Proving that $\cos(2\pi/n)$ is algebraic

I want to prove this without using any of the properties about the field of algebraic numbers (specifically that it is one). Essentially I just want to find a polynomial for which $\cos\frac{2\pi}{n}$ is a root.

I know roots of unity and De Moivre's theorem is clearly going to be important here but I just can't see how to actually construct the polynomial from these facts.

Solution 1:

We know $\cos(2\pi/n)+i\sin(2\pi/n)$ is algebraic ($n$th root of unity). And the complex conjugate of algebraic is algebraic (in fact it's just another $n$th root of unity), so add it to its conjugate because also the sum of two algebraics is algebraic. Then divide by two.

Solution 2:

Let $\theta=\frac{2\pi}{n}$. By De Moivre's formula we have $$ (\cos \theta + i\sin\theta)^n = \cos n\theta + i\sin n\theta = 1 $$

Expand the left-hand side using the binomial theorem!

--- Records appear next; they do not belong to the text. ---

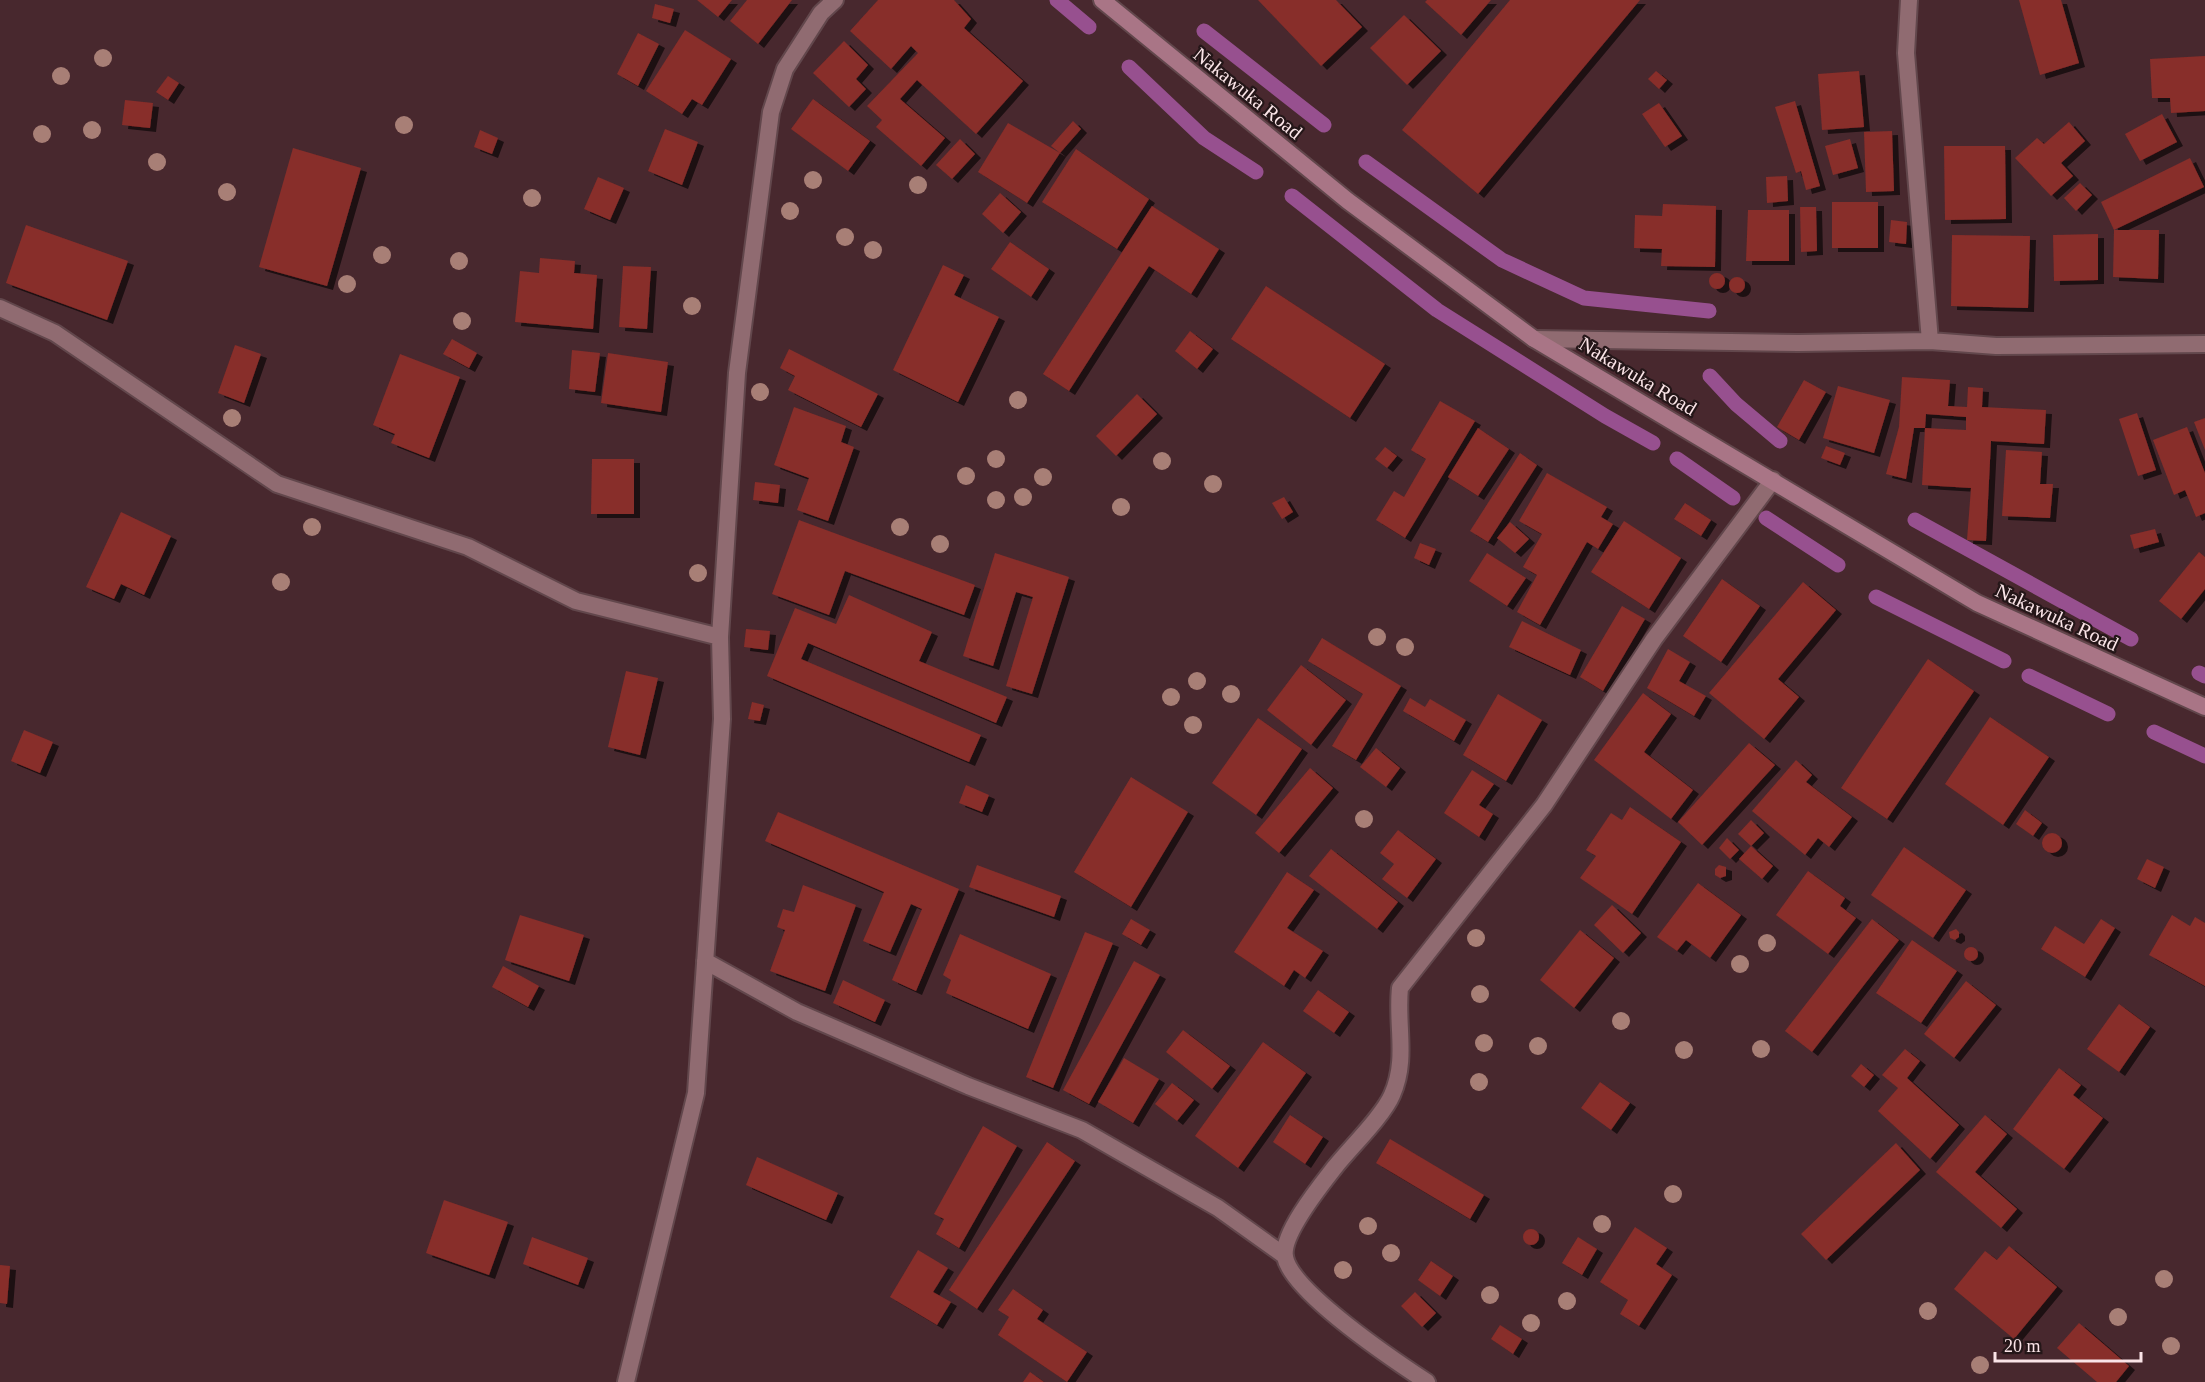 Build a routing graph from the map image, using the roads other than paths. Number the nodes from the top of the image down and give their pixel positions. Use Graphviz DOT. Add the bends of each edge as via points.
graph roads {
  1 [pos="835,0"];
  2 [pos="1102,0"];
  3 [pos="1909,0"];
  4 [pos="0,308"];
  5 [pos="1534,339"];
  6 [pos="1930,341"];
  7 [pos="2205,344"];
  8 [pos="1773,480"];
  9 [pos="720,637"];
  10 [pos="2205,707"];
  11 [pos="705,961"];
  12 [pos="1285,1256"];
  13 [pos="626,1382"];
  14 [pos="1427,1382"];
  1 -- 9 [label="street" via="821,13 785,69 771,112 737,373"];
  2 -- 5 [label="main road, Nakawuka Road" via="1348,201"];
  3 -- 6 [label="street" via="1906,53"];
  4 -- 9 [label="street" via="55,333 277,484 468,547 576,601"];
  5 -- 6 [label="street"];
  5 -- 8 [label="main road, Nakawuka Road"];
  6 -- 7 [label="street" via="1996,346"];
  8 -- 10 [label="main road, Nakawuka Road" via="1977,603"];
  8 -- 12 [label="street" via="1654,639 1544,805 1400,988 1400,1073 1391,1098 1312,1196 1291,1232"];
  9 -- 11 [label="street" via="722,719"];
  11 -- 12 [label="street" via="797,1012 1082,1130 1218,1208"];
  11 -- 13 [label="street" via="696,1093"];
  12 -- 14 [label="street" via="1296,1281 1383,1353"];
}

Every other term of the expansion contains a $\pm i$ and an odd power of $\sin\theta$; we know these terms cancel out because the imaginary part of the right-hand side is zero.

If we remove all those, what is left is real terms with only even powers of $\sin \theta$. Substitute $(\sin\theta)^{2n} = (1-\cos^2\theta)^n$. Now you have a polynomial identity with integer coefficients in $\cos \theta$ -- in other words, an integer polynomial with $\cos\theta$ as root. Thus $\cos\theta$ is algebraic.

[This is actually one way to derive the Chebyshev polynomials].